* **Work to be completed**: All entries need to be written out again exactly, without their pictures.

Collection entries
__________

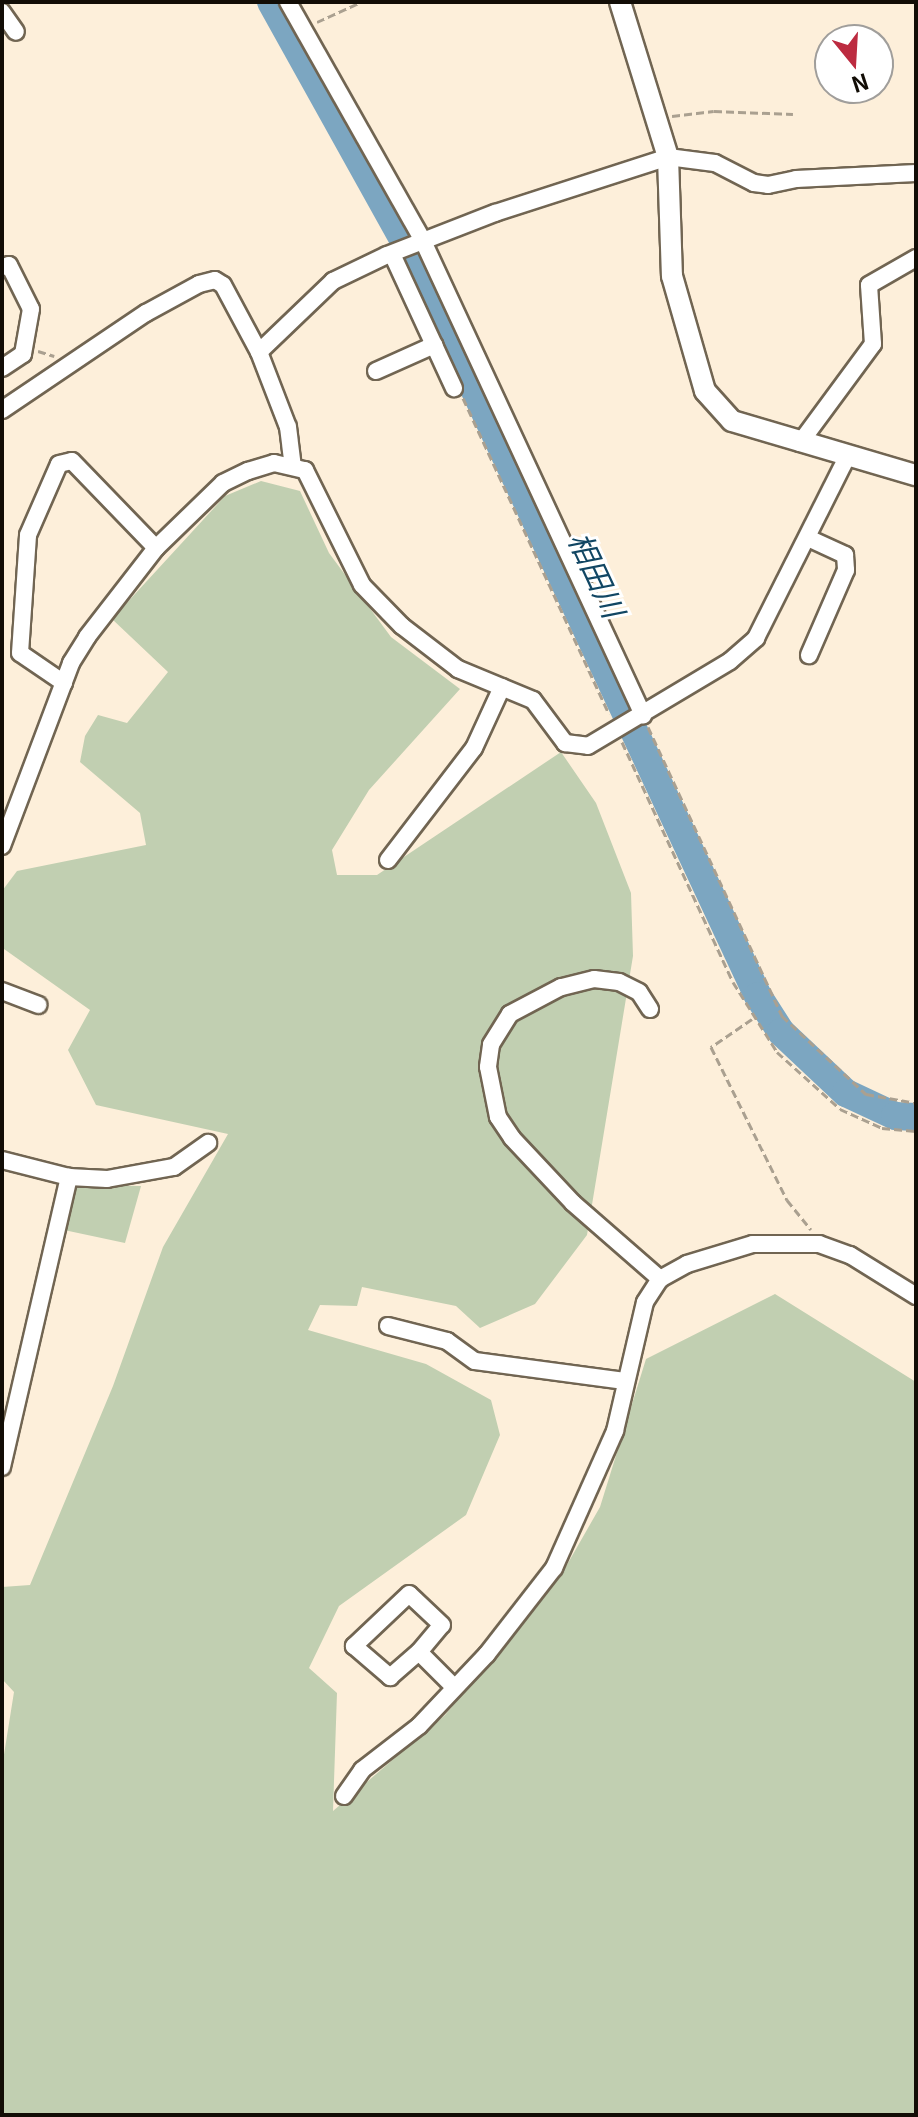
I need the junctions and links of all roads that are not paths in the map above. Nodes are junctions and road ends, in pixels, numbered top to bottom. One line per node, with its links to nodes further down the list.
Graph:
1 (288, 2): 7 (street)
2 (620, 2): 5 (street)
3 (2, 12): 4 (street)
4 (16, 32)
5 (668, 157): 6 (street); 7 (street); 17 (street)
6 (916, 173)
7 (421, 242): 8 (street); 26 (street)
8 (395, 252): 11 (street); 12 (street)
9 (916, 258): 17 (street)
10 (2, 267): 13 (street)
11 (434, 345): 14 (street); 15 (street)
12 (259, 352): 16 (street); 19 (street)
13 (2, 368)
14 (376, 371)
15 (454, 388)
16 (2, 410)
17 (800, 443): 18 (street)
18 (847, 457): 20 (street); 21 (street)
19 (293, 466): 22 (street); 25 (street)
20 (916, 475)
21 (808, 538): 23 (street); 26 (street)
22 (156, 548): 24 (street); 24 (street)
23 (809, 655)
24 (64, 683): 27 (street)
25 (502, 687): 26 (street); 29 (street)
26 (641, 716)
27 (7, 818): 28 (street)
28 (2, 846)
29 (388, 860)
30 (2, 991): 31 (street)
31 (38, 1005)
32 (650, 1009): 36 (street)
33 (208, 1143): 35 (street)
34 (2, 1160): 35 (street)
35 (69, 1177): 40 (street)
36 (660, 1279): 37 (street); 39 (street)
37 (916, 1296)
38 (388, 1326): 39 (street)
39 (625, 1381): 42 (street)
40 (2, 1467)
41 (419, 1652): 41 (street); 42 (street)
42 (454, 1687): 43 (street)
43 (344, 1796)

__________

* **Answer**:
I need the junctions and links of all roads that are not paths in the map above. Nodes are junctions and road ends, in pixels, numbered top to bottom. One line per node, with its links to nodes further down the list.
Graph:
1 (288, 2): 7 (street)
2 (620, 2): 5 (street)
3 (2, 12): 4 (street)
4 (16, 32)
5 (668, 157): 6 (street); 7 (street); 17 (street)
6 (916, 173)
7 (421, 242): 8 (street); 26 (street)
8 (395, 252): 11 (street); 12 (street)
9 (916, 258): 17 (street)
10 (2, 267): 13 (street)
11 (434, 345): 14 (street); 15 (street)
12 (259, 352): 16 (street); 19 (street)
13 (2, 368)
14 (376, 371)
15 (454, 388)
16 (2, 410)
17 (800, 443): 18 (street)
18 (847, 457): 20 (street); 21 (street)
19 (293, 466): 22 (street); 25 (street)
20 (916, 475)
21 (808, 538): 23 (street); 26 (street)
22 (156, 548): 24 (street); 24 (street)
23 (809, 655)
24 (64, 683): 27 (street)
25 (502, 687): 26 (street); 29 (street)
26 (641, 716)
27 (7, 818): 28 (street)
28 (2, 846)
29 (388, 860)
30 (2, 991): 31 (street)
31 (38, 1005)
32 (650, 1009): 36 (street)
33 (208, 1143): 35 (street)
34 (2, 1160): 35 (street)
35 (69, 1177): 40 (street)
36 (660, 1279): 37 (street); 39 (street)
37 (916, 1296)
38 (388, 1326): 39 (street)
39 (625, 1381): 42 (street)
40 (2, 1467)
41 (419, 1652): 41 (street); 42 (street)
42 (454, 1687): 43 (street)
43 (344, 1796)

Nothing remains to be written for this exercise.